C’est alors qu’il vit un fragment de bois enfoncé dans son flanc gauche, d’où le sang épais perlait le long de ses vêtements pour venir garnir l’inquiétante petite mare. L’odeur métallique qui s’en échappait se mêlait aux embruns iodés dans une fragrance douceâtre et écoeurante. 


— Monsieur Hands… haleta Aziraphale, en se penchant sur la blessure.

— Crowley ? demanda le second, de sa voix éraillée.

— Il va bien, il est juste emmêlé dans les cordages… expliqua l’Anglais, en pointant l’endroit où se trouvait le pirate.


Le second poussa un profond soupir de soulagement avant de fixer le naturaliste : 


— Je t’ai vu avec Muriel… T’as une sacrée paire de couilles pour une princesse ! Retire-moi cette merde maintenant… 


Réprimant un petit sourire, Aziraphale observa un moment la blessure : 


— Je… Je ne sais pas si c’est une bonne idée… Ça va saigner encore plus ! 


Dans un effort qui lui parut surhumain, Izzy l’attrapa par le col : 


— Fais ce que je te dis bordel ! Y a aucun organe de touché, c’est juste de la viande… Crowley n’est pas là, je peux compter que sur toi ! Aboya-t-il, en grimaçant de douleur.  


Après un regard en direction de Crowley, qui, effectivement, était toujours en train de trancher les cordes qui le retenaient prisonnier, Aziraphale souffla un grand coup, puis saisit l’éclat de bois et le retira d’un coup sec.

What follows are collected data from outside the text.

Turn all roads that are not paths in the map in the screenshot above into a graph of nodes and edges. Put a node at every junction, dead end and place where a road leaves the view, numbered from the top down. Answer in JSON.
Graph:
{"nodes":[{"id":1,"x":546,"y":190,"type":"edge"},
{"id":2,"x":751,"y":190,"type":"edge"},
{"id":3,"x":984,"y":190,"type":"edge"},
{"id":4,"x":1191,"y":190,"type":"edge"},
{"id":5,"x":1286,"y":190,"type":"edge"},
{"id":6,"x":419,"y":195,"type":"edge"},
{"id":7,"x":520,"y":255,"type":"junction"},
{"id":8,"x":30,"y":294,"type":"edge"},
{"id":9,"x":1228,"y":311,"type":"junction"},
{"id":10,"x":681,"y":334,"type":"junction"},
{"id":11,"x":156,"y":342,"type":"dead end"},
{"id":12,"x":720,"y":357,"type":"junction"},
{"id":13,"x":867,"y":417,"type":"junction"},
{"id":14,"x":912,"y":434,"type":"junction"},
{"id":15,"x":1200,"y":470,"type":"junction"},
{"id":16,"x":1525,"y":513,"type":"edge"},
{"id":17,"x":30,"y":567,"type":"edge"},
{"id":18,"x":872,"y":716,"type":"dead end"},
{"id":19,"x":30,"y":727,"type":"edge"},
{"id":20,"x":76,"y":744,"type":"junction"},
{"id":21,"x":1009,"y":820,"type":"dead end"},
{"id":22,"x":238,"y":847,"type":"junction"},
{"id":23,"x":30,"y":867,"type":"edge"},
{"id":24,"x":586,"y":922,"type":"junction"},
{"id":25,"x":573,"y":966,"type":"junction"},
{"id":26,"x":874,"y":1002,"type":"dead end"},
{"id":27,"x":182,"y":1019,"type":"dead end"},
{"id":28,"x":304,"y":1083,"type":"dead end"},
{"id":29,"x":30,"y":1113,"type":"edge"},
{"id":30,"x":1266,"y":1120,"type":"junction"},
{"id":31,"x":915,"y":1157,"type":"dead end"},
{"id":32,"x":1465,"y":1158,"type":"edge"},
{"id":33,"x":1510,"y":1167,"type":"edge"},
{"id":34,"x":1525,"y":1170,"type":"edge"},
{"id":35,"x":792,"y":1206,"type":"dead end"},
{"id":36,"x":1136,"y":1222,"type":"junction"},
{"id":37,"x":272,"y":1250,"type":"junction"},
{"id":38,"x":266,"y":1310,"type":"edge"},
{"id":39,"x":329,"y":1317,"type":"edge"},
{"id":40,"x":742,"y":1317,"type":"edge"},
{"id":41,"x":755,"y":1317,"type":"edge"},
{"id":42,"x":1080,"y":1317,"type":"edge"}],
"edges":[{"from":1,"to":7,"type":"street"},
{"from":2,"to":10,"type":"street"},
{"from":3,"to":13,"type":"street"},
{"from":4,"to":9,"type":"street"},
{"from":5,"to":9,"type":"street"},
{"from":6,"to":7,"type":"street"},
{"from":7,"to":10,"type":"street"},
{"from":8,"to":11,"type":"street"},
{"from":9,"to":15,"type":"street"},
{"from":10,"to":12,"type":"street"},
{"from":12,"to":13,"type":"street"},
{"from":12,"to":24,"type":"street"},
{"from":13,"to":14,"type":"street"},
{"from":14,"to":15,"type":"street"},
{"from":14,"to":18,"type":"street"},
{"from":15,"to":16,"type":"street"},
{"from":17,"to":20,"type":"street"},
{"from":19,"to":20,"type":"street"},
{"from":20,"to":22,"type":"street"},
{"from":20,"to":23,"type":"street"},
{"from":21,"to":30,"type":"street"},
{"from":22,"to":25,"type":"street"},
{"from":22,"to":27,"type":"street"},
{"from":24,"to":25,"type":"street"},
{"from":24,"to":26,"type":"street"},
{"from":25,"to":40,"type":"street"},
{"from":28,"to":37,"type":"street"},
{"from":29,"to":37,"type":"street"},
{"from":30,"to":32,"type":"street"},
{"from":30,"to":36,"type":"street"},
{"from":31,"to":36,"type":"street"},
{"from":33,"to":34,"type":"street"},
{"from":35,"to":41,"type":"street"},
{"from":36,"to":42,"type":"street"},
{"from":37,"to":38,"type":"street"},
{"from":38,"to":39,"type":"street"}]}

Pendant que le second blasphémait copieusement, l’Anglais retira sa chemise détrempée pour la rouler en boule et comprimer la blessure. L’instant que la chemise ne se gorge de sang, Crowley les avait rejoints et s’était jeté aux pieds du second : 


— Izzy ! 


Ses cheveux, en bataille sur son visage, ne suffisaient pas à masquer l’inquiétude qui se lisait sur chacun de ses traits, ni dans ses yeux. Maintenant qu’il était juste à côté de lui, Aziraphale n’avait plus de doutes, ils étaient entièrement jaunes ! Alors qu’il l’observait à la dérobée, Crowley posa sa main par-dessus la sienne pour appuyer sur la blessure du second, le faisant sursauter.


— Laisse-moi voir, dit-il, d’une voix rauque.

— C’est rien, gamin ! Un peu de couture et on n’y verra que du feu… tenta de le rassurer Izzy.

— Il faut t'emmener à l’intérieur, souffla Crowley, en regardant les dégâts partout autour d’eux.

— Non ! Je reste avec les capitaines, protesta le blessé, en faisant mine de se relever.


Aziraphale posa sa main libre sur son épaule pour le retenir et Crowley fit de même, l’obligeant à rester au sol.


— Les capitaines se débrouillent très bien, le plus gros de l’ouragan est passé, on va t’emmener à l’intérieur et te recoudre ! Tu peux m’aider ? ajouta le pirate, à l’adresse d’Aziraphale.


Celui-ci acquiesça silencieusement et commença à passer le bras du second sur son épaule pour lui offrir un appui, tout en continuant de comprimer son flanc, sa main toujours en dessous de celle de Crowley. 


— Prêt ? demanda le pirate.


Ils relevèrent Izzy en douceur et amorcèrent le chemin vers la cuisine, tout en évitant les nombreux reliefs du mât, de ses voiles et des cordes qui jonchaient le pont. Le vent semblait, en effet, baisser en intensité, de même que la houle et si le tonnerre et les éclairs continuaient de frapper la mer autour du Revenge, leur progression se fit moins laborieuse que l’Anglais n’aurait pensé. Ils retrouvèrent Muriel un peu plus loin, qui s’était remis debout et les cherchaient du regard. Aziraphale fut soulagé de le voir en un seul morceau et se promit de réciter des prières de remerciements dès qu’il en aurait le temps… 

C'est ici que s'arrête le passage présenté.